**Directions for this task:** Copy every line below precisely as it appears.

Saved data entries
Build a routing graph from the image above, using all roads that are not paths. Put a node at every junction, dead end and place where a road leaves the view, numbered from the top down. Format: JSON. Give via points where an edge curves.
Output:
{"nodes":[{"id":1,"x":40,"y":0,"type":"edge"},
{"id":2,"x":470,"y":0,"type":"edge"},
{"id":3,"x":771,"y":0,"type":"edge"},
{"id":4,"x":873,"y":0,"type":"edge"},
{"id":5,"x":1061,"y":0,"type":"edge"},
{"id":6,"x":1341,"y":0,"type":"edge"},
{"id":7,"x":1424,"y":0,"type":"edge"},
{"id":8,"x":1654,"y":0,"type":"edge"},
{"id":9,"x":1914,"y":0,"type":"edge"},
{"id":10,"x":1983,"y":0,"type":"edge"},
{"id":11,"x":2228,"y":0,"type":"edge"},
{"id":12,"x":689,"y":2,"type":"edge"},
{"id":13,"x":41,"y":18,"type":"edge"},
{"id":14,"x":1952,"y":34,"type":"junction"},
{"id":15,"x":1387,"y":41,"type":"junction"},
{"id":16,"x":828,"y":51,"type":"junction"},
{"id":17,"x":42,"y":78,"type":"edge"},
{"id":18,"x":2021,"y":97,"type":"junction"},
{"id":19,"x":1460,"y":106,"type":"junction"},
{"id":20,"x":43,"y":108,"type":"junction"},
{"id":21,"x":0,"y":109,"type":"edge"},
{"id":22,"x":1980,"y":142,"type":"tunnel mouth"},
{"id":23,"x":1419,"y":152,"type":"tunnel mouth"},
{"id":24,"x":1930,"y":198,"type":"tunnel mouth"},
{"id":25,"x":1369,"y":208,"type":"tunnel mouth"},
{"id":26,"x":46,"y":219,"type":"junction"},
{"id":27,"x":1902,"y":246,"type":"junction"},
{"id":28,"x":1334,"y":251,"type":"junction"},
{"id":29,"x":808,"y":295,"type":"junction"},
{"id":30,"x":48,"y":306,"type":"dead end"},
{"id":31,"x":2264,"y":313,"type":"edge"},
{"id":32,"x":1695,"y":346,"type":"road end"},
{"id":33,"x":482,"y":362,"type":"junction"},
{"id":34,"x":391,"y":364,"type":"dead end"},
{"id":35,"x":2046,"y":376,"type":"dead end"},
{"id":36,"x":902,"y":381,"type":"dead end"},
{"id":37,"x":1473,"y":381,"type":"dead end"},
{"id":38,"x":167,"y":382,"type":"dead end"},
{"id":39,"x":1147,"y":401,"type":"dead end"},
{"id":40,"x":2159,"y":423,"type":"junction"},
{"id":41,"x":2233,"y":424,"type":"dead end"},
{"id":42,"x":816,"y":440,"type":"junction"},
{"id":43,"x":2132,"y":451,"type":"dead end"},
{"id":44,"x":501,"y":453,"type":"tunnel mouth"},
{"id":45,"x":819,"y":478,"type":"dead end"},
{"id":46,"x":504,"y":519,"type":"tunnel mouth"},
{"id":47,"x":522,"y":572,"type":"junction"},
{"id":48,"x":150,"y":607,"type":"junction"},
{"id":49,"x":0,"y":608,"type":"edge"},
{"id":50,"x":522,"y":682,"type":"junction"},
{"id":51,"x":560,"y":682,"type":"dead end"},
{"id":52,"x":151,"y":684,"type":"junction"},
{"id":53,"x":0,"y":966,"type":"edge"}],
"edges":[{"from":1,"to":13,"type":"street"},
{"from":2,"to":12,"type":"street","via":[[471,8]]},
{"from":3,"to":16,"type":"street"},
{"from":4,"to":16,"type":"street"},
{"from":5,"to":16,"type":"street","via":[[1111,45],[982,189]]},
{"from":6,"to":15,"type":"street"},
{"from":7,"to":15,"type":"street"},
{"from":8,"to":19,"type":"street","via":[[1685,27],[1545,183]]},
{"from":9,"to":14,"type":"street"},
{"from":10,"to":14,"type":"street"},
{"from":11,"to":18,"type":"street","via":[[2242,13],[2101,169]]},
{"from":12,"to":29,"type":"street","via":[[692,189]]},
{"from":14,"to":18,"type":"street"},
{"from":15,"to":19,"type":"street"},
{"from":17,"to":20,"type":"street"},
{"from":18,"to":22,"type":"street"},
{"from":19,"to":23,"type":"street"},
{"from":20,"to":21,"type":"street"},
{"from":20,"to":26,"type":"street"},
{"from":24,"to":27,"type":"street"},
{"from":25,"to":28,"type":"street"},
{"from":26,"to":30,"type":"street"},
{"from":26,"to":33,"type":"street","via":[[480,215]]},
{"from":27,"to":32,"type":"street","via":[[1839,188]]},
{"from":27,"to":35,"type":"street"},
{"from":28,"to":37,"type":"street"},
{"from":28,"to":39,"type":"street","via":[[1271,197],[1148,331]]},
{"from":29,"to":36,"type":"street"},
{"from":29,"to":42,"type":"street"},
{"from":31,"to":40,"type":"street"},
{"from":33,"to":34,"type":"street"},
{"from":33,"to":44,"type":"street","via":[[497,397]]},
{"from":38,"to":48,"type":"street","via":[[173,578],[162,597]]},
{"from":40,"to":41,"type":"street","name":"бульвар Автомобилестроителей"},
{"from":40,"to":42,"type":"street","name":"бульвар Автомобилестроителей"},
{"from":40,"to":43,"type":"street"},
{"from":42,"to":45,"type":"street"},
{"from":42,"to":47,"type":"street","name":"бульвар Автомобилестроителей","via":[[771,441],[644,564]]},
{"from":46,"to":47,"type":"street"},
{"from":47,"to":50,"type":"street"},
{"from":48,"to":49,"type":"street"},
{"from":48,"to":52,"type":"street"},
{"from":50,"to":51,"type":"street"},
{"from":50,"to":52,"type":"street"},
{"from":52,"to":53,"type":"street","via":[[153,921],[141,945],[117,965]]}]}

**Answer to the exercise:**
Build a routing graph from the image above, using all roads that are not paths. Put a node at every junction, dead end and place where a road leaves the view, numbered from the top down. Format: JSON. Give via points where an edge curves.
Output:
{"nodes":[{"id":1,"x":40,"y":0,"type":"edge"},
{"id":2,"x":470,"y":0,"type":"edge"},
{"id":3,"x":771,"y":0,"type":"edge"},
{"id":4,"x":873,"y":0,"type":"edge"},
{"id":5,"x":1061,"y":0,"type":"edge"},
{"id":6,"x":1341,"y":0,"type":"edge"},
{"id":7,"x":1424,"y":0,"type":"edge"},
{"id":8,"x":1654,"y":0,"type":"edge"},
{"id":9,"x":1914,"y":0,"type":"edge"},
{"id":10,"x":1983,"y":0,"type":"edge"},
{"id":11,"x":2228,"y":0,"type":"edge"},
{"id":12,"x":689,"y":2,"type":"edge"},
{"id":13,"x":41,"y":18,"type":"edge"},
{"id":14,"x":1952,"y":34,"type":"junction"},
{"id":15,"x":1387,"y":41,"type":"junction"},
{"id":16,"x":828,"y":51,"type":"junction"},
{"id":17,"x":42,"y":78,"type":"edge"},
{"id":18,"x":2021,"y":97,"type":"junction"},
{"id":19,"x":1460,"y":106,"type":"junction"},
{"id":20,"x":43,"y":108,"type":"junction"},
{"id":21,"x":0,"y":109,"type":"edge"},
{"id":22,"x":1980,"y":142,"type":"tunnel mouth"},
{"id":23,"x":1419,"y":152,"type":"tunnel mouth"},
{"id":24,"x":1930,"y":198,"type":"tunnel mouth"},
{"id":25,"x":1369,"y":208,"type":"tunnel mouth"},
{"id":26,"x":46,"y":219,"type":"junction"},
{"id":27,"x":1902,"y":246,"type":"junction"},
{"id":28,"x":1334,"y":251,"type":"junction"},
{"id":29,"x":808,"y":295,"type":"junction"},
{"id":30,"x":48,"y":306,"type":"dead end"},
{"id":31,"x":2264,"y":313,"type":"edge"},
{"id":32,"x":1695,"y":346,"type":"road end"},
{"id":33,"x":482,"y":362,"type":"junction"},
{"id":34,"x":391,"y":364,"type":"dead end"},
{"id":35,"x":2046,"y":376,"type":"dead end"},
{"id":36,"x":902,"y":381,"type":"dead end"},
{"id":37,"x":1473,"y":381,"type":"dead end"},
{"id":38,"x":167,"y":382,"type":"dead end"},
{"id":39,"x":1147,"y":401,"type":"dead end"},
{"id":40,"x":2159,"y":423,"type":"junction"},
{"id":41,"x":2233,"y":424,"type":"dead end"},
{"id":42,"x":816,"y":440,"type":"junction"},
{"id":43,"x":2132,"y":451,"type":"dead end"},
{"id":44,"x":501,"y":453,"type":"tunnel mouth"},
{"id":45,"x":819,"y":478,"type":"dead end"},
{"id":46,"x":504,"y":519,"type":"tunnel mouth"},
{"id":47,"x":522,"y":572,"type":"junction"},
{"id":48,"x":150,"y":607,"type":"junction"},
{"id":49,"x":0,"y":608,"type":"edge"},
{"id":50,"x":522,"y":682,"type":"junction"},
{"id":51,"x":560,"y":682,"type":"dead end"},
{"id":52,"x":151,"y":684,"type":"junction"},
{"id":53,"x":0,"y":966,"type":"edge"}],
"edges":[{"from":1,"to":13,"type":"street"},
{"from":2,"to":12,"type":"street","via":[[471,8]]},
{"from":3,"to":16,"type":"street"},
{"from":4,"to":16,"type":"street"},
{"from":5,"to":16,"type":"street","via":[[1111,45],[982,189]]},
{"from":6,"to":15,"type":"street"},
{"from":7,"to":15,"type":"street"},
{"from":8,"to":19,"type":"street","via":[[1685,27],[1545,183]]},
{"from":9,"to":14,"type":"street"},
{"from":10,"to":14,"type":"street"},
{"from":11,"to":18,"type":"street","via":[[2242,13],[2101,169]]},
{"from":12,"to":29,"type":"street","via":[[692,189]]},
{"from":14,"to":18,"type":"street"},
{"from":15,"to":19,"type":"street"},
{"from":17,"to":20,"type":"street"},
{"from":18,"to":22,"type":"street"},
{"from":19,"to":23,"type":"street"},
{"from":20,"to":21,"type":"street"},
{"from":20,"to":26,"type":"street"},
{"from":24,"to":27,"type":"street"},
{"from":25,"to":28,"type":"street"},
{"from":26,"to":30,"type":"street"},
{"from":26,"to":33,"type":"street","via":[[480,215]]},
{"from":27,"to":32,"type":"street","via":[[1839,188]]},
{"from":27,"to":35,"type":"street"},
{"from":28,"to":37,"type":"street"},
{"from":28,"to":39,"type":"street","via":[[1271,197],[1148,331]]},
{"from":29,"to":36,"type":"street"},
{"from":29,"to":42,"type":"street"},
{"from":31,"to":40,"type":"street"},
{"from":33,"to":34,"type":"street"},
{"from":33,"to":44,"type":"street","via":[[497,397]]},
{"from":38,"to":48,"type":"street","via":[[173,578],[162,597]]},
{"from":40,"to":41,"type":"street","name":"бульвар Автомобилестроителей"},
{"from":40,"to":42,"type":"street","name":"бульвар Автомобилестроителей"},
{"from":40,"to":43,"type":"street"},
{"from":42,"to":45,"type":"street"},
{"from":42,"to":47,"type":"street","name":"бульвар Автомобилестроителей","via":[[771,441],[644,564]]},
{"from":46,"to":47,"type":"street"},
{"from":47,"to":50,"type":"street"},
{"from":48,"to":49,"type":"street"},
{"from":48,"to":52,"type":"street"},
{"from":50,"to":51,"type":"street"},
{"from":50,"to":52,"type":"street"},
{"from":52,"to":53,"type":"street","via":[[153,921],[141,945],[117,965]]}]}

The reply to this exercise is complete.